The protagonist, who shares the author’s name, is a blend of many voices and characters. The author Akhtar’s American pastoral begins in Pakistan, where two medical students in Lahore get married and migrate to America in 1968. Their son, the novel’s fictional Akhtar — like the author himself — is born in Staten Island in 1972. Subsequently, they move to the state of Milwaukee in an upper-middle class, white Republican neighbourhood. The novel then tells the immigrant family’s story through a son’s relationship with his father at a time when truth, decency and hope are collapsing in a polarised nation addicted to racism, debt and wealth.

Recently, the Atlantic Council in Washington DC held a conference on Homeland Elegies, ably conducted by Shuja Nawaz, a former director of the council’s South Asia Centre. I took the opportunity to point out to Akhtar that his novel had widened the American literary canon by including the immigrant Muslim-Pakistani-American experience, just as Philip Roth had widened the literary canon in the 1960s to include American Jews.

Shamila Chaudhary, president of the American Pakistan Foundation, said she really enjoyed reading the novel while Nawaz remarked that, with his observant eye, keen wit and brilliant turn of phrase, Akhtar was cementing his place as one of the foremost creative writers in the United States today.
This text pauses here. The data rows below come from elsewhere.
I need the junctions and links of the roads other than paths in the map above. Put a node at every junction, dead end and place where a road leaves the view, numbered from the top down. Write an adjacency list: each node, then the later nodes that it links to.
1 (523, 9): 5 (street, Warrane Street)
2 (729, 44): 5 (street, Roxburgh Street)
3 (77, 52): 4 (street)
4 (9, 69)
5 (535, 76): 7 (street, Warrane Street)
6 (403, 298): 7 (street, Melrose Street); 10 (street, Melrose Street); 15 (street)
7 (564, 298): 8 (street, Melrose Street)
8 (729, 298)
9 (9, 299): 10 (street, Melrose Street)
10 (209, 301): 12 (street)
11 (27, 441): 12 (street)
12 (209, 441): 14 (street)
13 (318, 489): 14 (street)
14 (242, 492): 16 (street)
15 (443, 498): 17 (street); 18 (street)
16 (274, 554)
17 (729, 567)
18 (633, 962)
Homeland Elegies is seen by some as an elegy for America, a paradise supposedly lost under Trump. But it is also an elegy for Muslim immigrants, for whom America never was a paradise in the first place, especially after 9/11. This novel shows what American life is like for people with brown skin, even if they are upwardly mobile. The novel, of course, has a much wider canvas. It explores family, politics, art, money, sex, religion and racism, as they exist in America today. 

At its core, the novel is a rejoinder to the impression that Akhtar’s Pulitzer Prize-winning 2012 play ‘Disgraced’ evoked in many of his critics. It was amusingly called “Who is Afraid of Osama bin Laden?” by Ron Charles of The Washington Post. The play takes place in a Manhattan apartment where Amir, a successful Muslim Pakistani lawyer, and his white American wife are sharing a dinner of pork tenderloin and scotch with a couple of friends. At a climactic moment, one of the American guests asks Amir if he felt pride when the planes smashed into the twin towers on 9/11. With some hesitation, Amir answers, “If I am honest, yes.” “Pride about what?” asks the guest. “That we were finally winning,” replies Amir.

Pulitzer Prize-winning author Ayad Akhtar’s latest novel is an elegy for America. But it is also an elegy for Muslim immigrants, for whom America never was a paradise in the first place

Since a play, by definition, thrives on omission where the dialogues never speak the whole truth, Akhtar now tackles that central impression of ‘Disgraced’ in a comprehensive, sweeping novel, which is part fiction, part memoir, and part essay on culture and history. Paradox is the name of the game that runs through the entire novel, expressing the loneliness, the longing, the dispossession and the pining for one’s true homeland.

Time and again, fictional Akhtar wonders: is he American or Asian? Is he Muslim or secular? Without trying to be a baker who praises his own bread, let me say this is precisely the dilemma I faced in America when I first migrated to this country over 40 years ago and wrote my essay ‘The Dilemma of Becoming an American’. I suspect many a Pakistani immigrant faces this same general conflict.

In his first novel, the coming-of-age American Dervish, author Akhtar told the story of his pre-9/11 childhood in Milwaukee and how he came to terms with Islam. The multifaceted Homeland Elegies, however, is an attempt to come to terms with his complex multiple identities in a post-9/11, Trumpian America.  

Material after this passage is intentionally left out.